2016 Test Pilot KPIs

In 2016, Test Pilot's success will be defined by building a community which actively participates in testing ideas in Firefox. Key metrics are documented below, however other metrics are recorded and analyzed.

Engagement Ratio

As of this writing, Mozilla has not settled on a final formula for calculating an Engagement Ratio, so we'll calculate our ratio based off of what is currently being discussed and change it in the future if needed. Quoting from that discussion:

Definition of DAU(day): calculate the total number of active users for that date using main_ping.subsessiondate == day. Because of data lag, this calculation will not be final until 10 days after day.

Definition of MAU(day): calculate the total number of active users over a 28-day window day - 28 < main_ping.subsessiondate <= `day.

On the final dashboard, for each date E, display the following calculation: MEAN(DAU(d) for E - 7 < d <= E) / MAU(E)

A daily active user will be defined as any user, using their browser that day, with at least one experiment currently enabled in their browser. This means only having the Test Pilot extension installed will not count as an active user.

Engagement Breakdown

Within the above Engagement Ratio of a user having at least one experiment enabled, it is interesting to see how many users have how many experiments enabled, including the negative space of users with Test Pilot installed but with no experiments enabled.

Total Users here is defined as a Participating User: a user with the Test Pilot add-on installed and has run Firefox that day. They may or may not have any experiments enabled.

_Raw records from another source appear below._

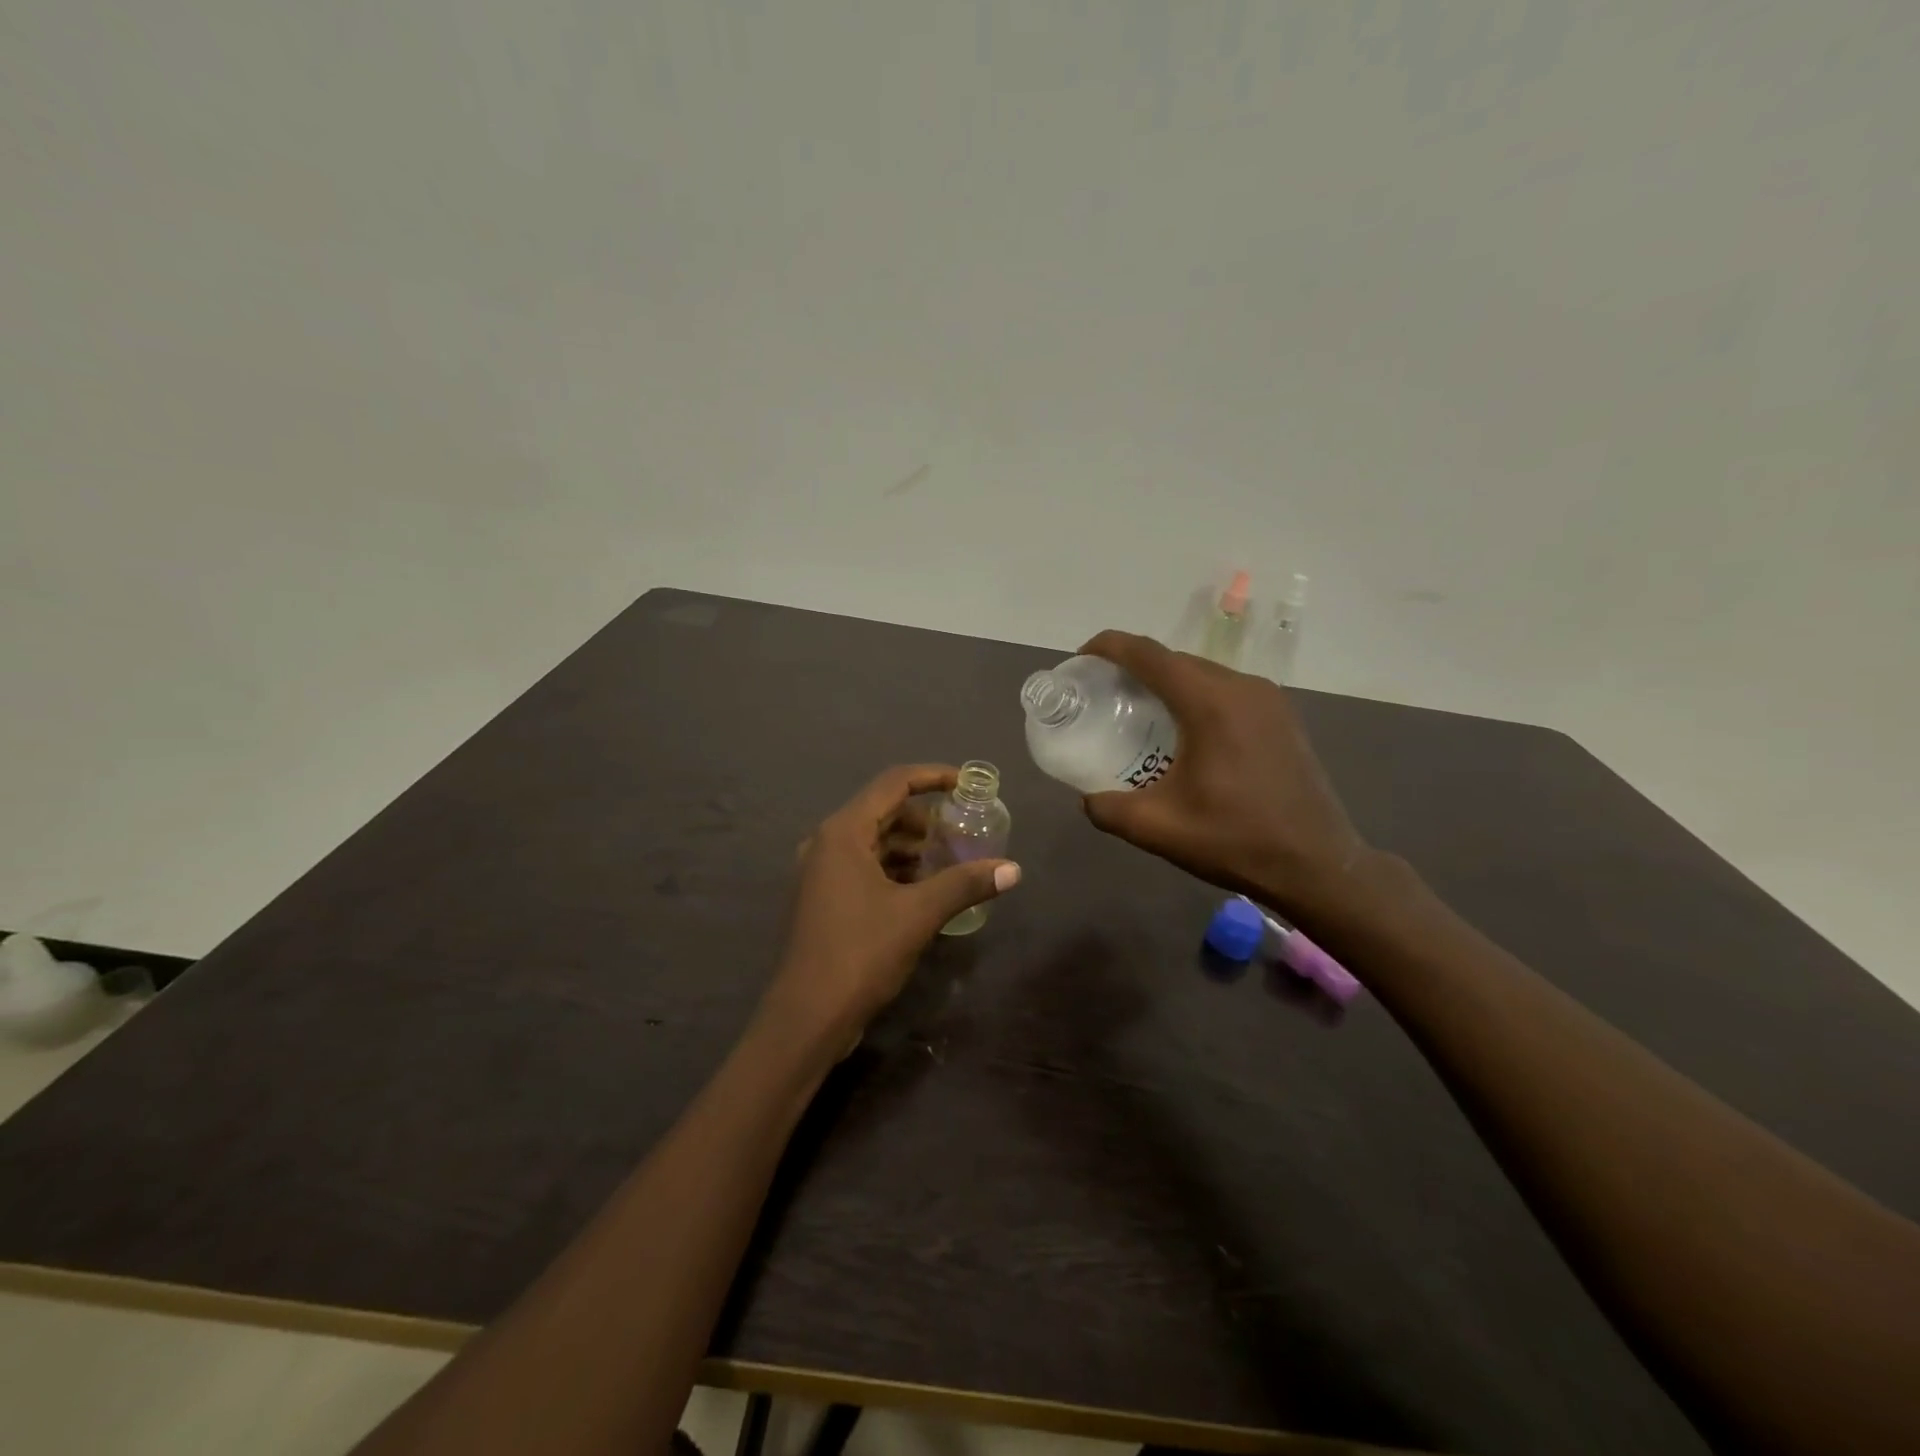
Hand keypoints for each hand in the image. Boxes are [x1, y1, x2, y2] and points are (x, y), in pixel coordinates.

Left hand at [763, 764, 1020, 1046]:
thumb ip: (965, 884)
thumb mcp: (919, 914)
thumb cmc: (860, 953)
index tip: (967, 785)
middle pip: (883, 811)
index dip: (933, 777)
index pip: (893, 783)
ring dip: (912, 846)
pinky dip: (895, 868)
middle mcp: (826, 842)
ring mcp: (821, 872)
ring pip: (874, 841)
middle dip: (926, 818)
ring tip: (950, 860)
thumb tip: (1013, 869)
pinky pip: (864, 866)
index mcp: (843, 832)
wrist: (807, 1017)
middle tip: (964, 830)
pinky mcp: (823, 898)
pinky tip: (924, 888)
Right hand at [1077, 630, 1372, 920]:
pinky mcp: (1282, 717)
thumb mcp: (1157, 828)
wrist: (1318, 866)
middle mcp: (1242, 687)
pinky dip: (1195, 698)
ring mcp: (1268, 700)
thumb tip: (1088, 798)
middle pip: (1174, 660)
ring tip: (1138, 714)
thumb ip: (1108, 808)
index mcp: (1210, 702)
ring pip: (1202, 674)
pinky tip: (1183, 734)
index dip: (1108, 647)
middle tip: (1102, 697)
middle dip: (1133, 669)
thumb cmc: (1235, 841)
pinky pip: (1226, 692)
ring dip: (1166, 684)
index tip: (1080, 662)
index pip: (1147, 654)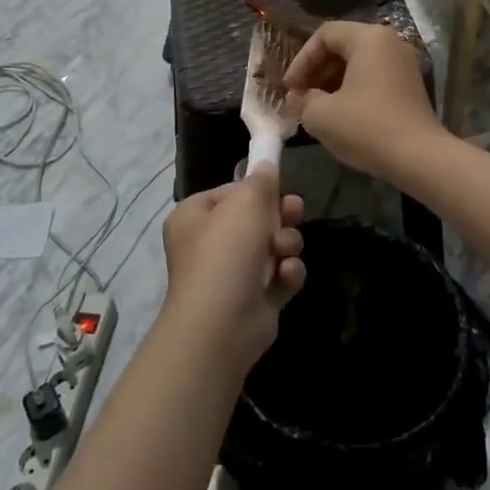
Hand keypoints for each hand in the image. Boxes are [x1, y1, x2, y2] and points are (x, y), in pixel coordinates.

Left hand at [160, 166, 305, 368]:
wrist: (221, 325)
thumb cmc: (226, 252)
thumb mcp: (246, 202)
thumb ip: (261, 180)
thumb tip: (266, 164)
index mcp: (194, 216)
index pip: (230, 192)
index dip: (256, 190)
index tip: (278, 188)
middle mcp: (208, 244)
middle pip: (254, 219)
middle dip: (279, 216)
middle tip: (295, 212)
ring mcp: (230, 274)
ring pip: (271, 246)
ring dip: (285, 245)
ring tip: (284, 252)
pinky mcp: (253, 300)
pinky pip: (278, 276)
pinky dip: (286, 274)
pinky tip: (286, 276)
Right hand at [284, 21, 444, 181]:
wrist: (419, 158)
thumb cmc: (366, 127)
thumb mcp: (321, 115)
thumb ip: (302, 100)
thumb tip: (297, 97)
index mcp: (368, 38)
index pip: (324, 35)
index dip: (301, 60)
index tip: (290, 89)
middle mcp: (389, 42)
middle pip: (342, 46)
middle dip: (316, 71)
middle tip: (300, 97)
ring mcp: (403, 64)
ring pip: (358, 63)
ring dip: (332, 82)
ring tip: (317, 108)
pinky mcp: (410, 85)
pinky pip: (373, 77)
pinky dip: (353, 89)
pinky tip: (341, 115)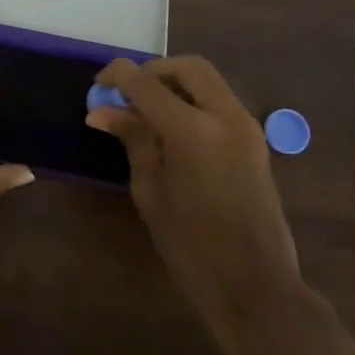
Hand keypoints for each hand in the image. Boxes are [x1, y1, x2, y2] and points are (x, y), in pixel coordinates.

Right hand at [87, 56, 303, 354]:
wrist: (256, 287)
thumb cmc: (192, 246)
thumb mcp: (151, 191)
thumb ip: (133, 140)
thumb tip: (102, 111)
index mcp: (193, 130)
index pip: (146, 82)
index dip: (117, 76)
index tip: (97, 86)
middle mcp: (225, 116)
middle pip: (187, 67)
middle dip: (153, 72)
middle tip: (127, 95)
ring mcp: (246, 126)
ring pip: (207, 80)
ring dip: (175, 84)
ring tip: (146, 113)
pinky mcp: (255, 140)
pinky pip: (220, 101)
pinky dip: (193, 100)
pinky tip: (172, 129)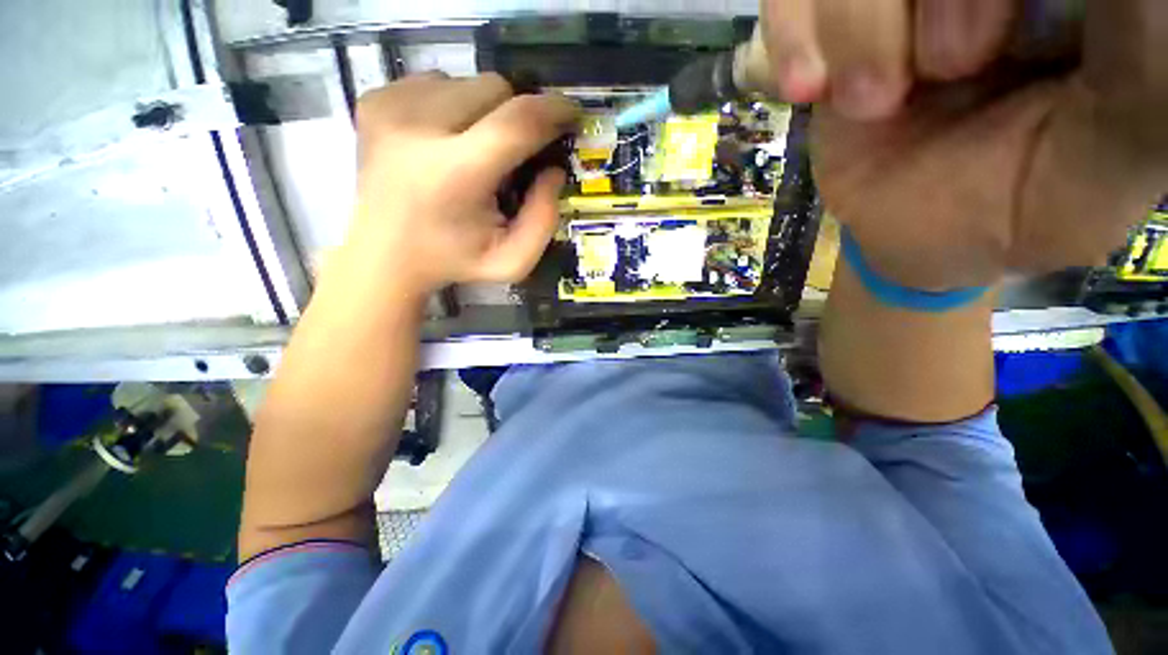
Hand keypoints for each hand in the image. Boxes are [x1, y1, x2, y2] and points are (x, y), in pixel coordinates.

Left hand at [346, 73, 578, 296]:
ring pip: (465, 81)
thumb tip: (554, 169)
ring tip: (474, 149)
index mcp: (455, 174)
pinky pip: (435, 82)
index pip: (517, 121)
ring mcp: (389, 108)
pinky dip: (452, 105)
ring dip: (484, 111)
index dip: (553, 110)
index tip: (571, 115)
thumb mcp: (513, 262)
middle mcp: (417, 128)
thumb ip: (544, 220)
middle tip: (513, 150)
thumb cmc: (455, 261)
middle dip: (516, 115)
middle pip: (494, 88)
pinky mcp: (374, 101)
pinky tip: (444, 141)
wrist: (386, 256)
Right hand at [763, 0, 1167, 289]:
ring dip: (856, 29)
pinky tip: (807, 89)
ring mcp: (895, 0)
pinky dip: (790, 33)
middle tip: (952, 67)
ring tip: (874, 104)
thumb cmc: (1031, 203)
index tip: (987, 48)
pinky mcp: (831, 34)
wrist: (925, 236)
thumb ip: (1145, 63)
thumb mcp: (1114, 151)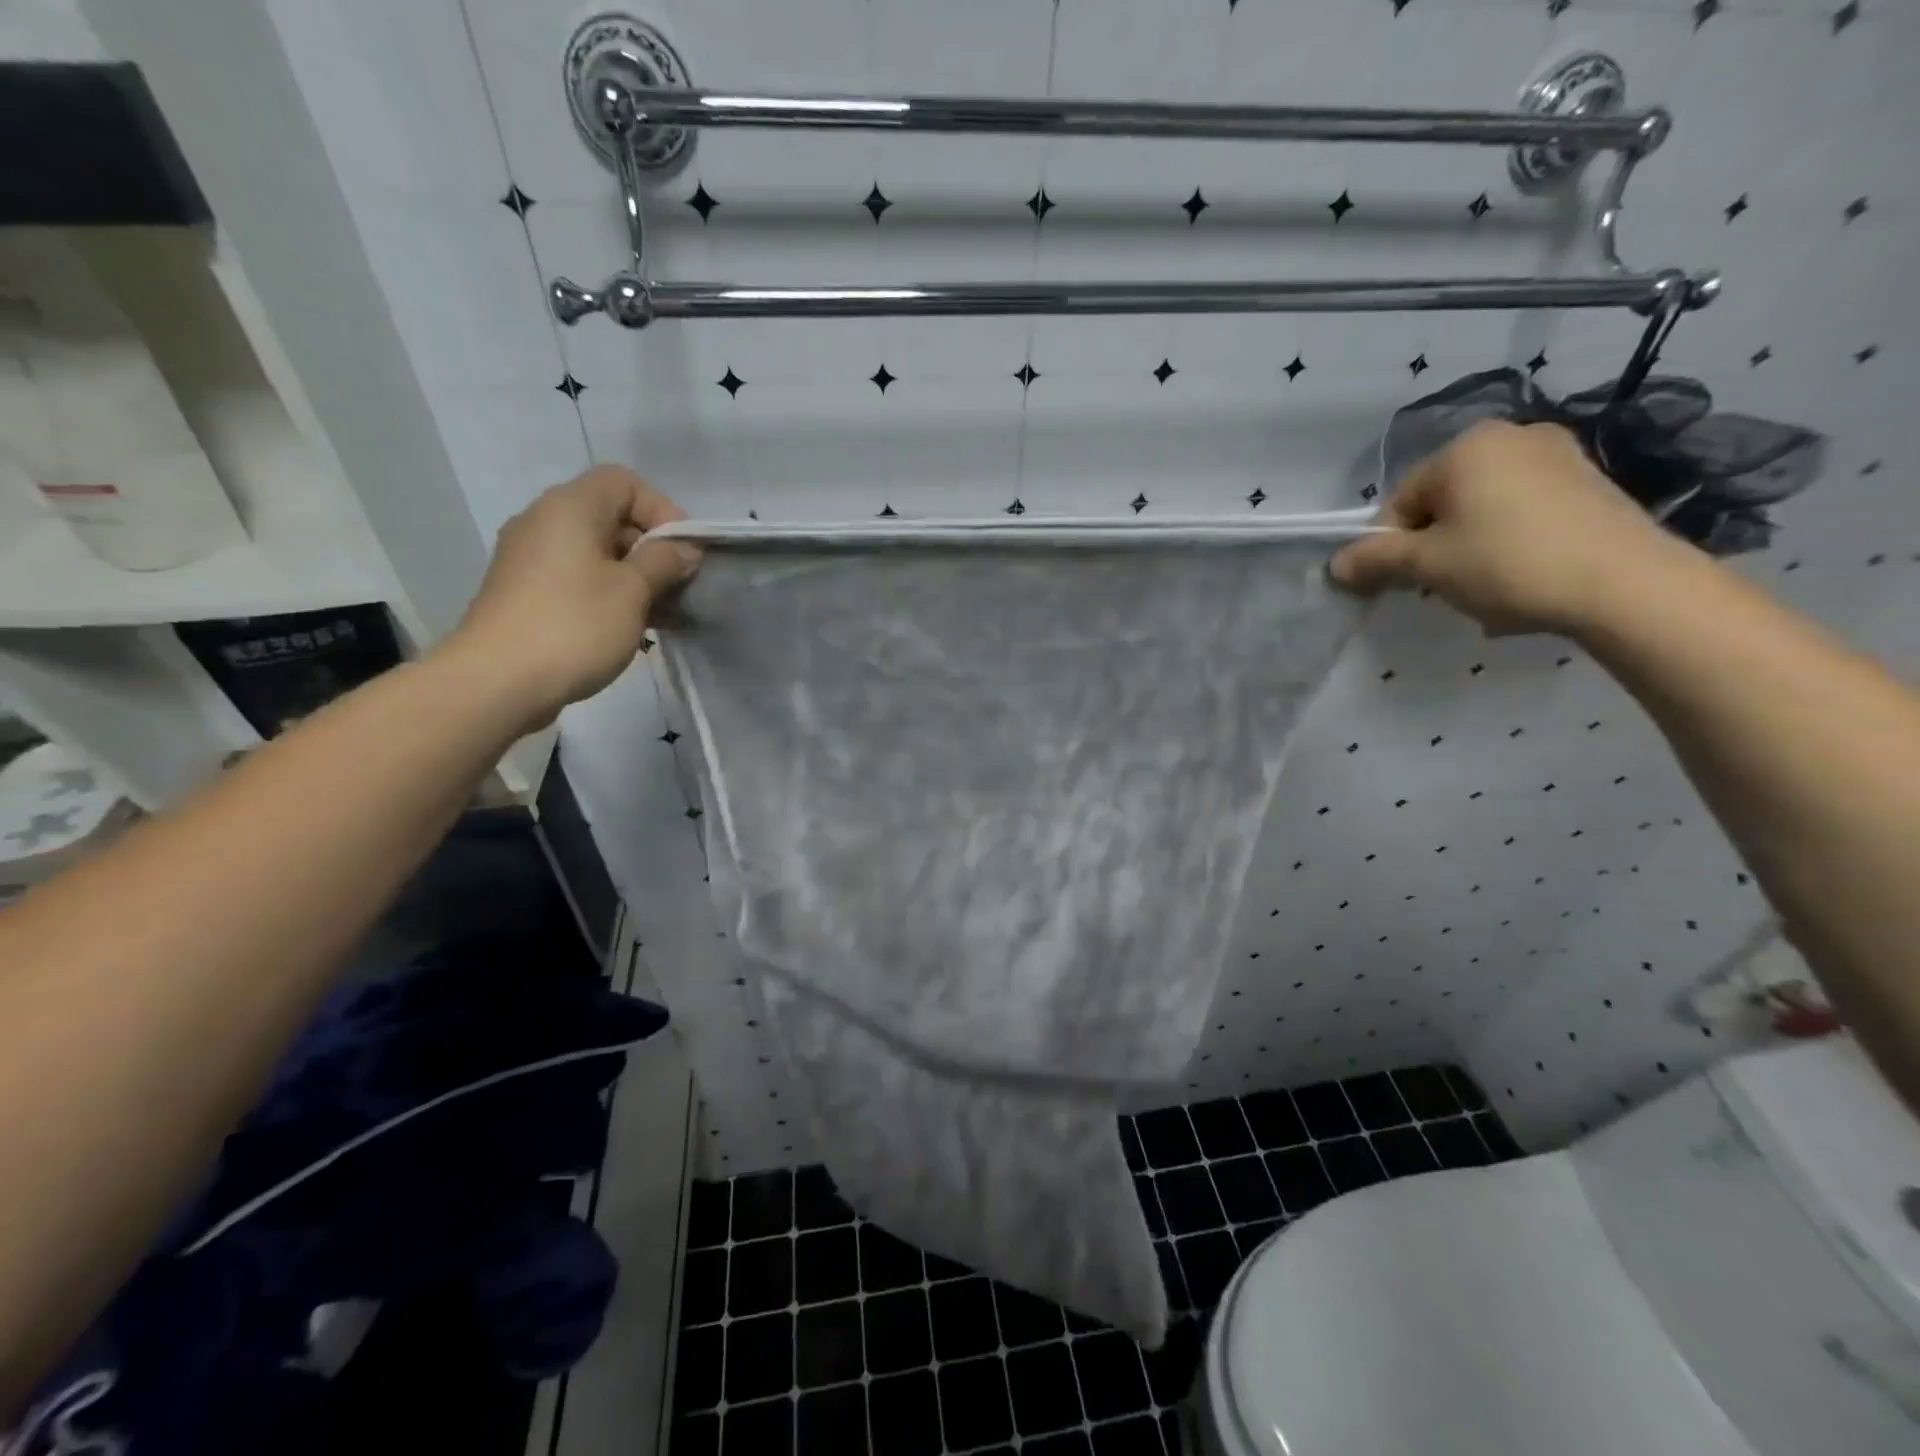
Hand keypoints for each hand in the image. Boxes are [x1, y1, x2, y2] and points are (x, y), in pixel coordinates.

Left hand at [447, 466, 698, 729]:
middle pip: (610, 516)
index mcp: (570, 507)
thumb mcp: (633, 591)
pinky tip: (625, 628)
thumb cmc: (574, 626)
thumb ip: (664, 561)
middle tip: (677, 588)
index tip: (682, 554)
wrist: (497, 681)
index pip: (625, 482)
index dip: (662, 510)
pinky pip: (576, 576)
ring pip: (595, 551)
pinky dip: (606, 592)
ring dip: (633, 576)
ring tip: (658, 615)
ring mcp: (529, 557)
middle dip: (651, 548)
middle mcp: (544, 521)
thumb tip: (683, 548)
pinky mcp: (524, 591)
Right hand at [1329, 420, 1688, 634]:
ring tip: (1487, 584)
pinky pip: (1525, 510)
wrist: (1625, 584)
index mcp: (1466, 447)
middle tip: (1445, 585)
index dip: (1392, 546)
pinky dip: (1511, 540)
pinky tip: (1523, 574)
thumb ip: (1375, 560)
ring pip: (1484, 507)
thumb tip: (1335, 565)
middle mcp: (1512, 436)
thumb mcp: (1427, 566)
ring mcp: (1559, 454)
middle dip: (1434, 544)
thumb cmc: (1508, 564)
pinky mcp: (1591, 481)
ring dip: (1470, 545)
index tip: (1404, 582)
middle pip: (1443, 501)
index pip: (1401, 501)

Below is a mockup of what that could look like.

Service Health

Test Pilot has two critical functions: firstly to be the broker enabling and disabling experiments, and secondly, to collect user feedback. Our main system health measures will be the number of experiments installed over time and the count of user feedback recorded over time. These will allow us to quickly see disruptions in service regardless of cause.

Data Collection Details

There are two sources for metrics data - the server and the client.

Server-side events

The server will use server logs to store metric data which will be picked up by the measurement team (some docs), parsed and transformed if necessary, and pushed into ElasticSearch (as scale permits), S3, and Redshift. Events recorded in the logs will include:

request.summary (a generic event fired for each visit)
testpilot.newuser
testpilot.test-install

Data recorded by the log files will include standard system logging (in the example below, this is everything down to the blank line in the Fields object) as well as:

Feature Switch Set (if applicable)
Campaign (marketing identifier) (if applicable)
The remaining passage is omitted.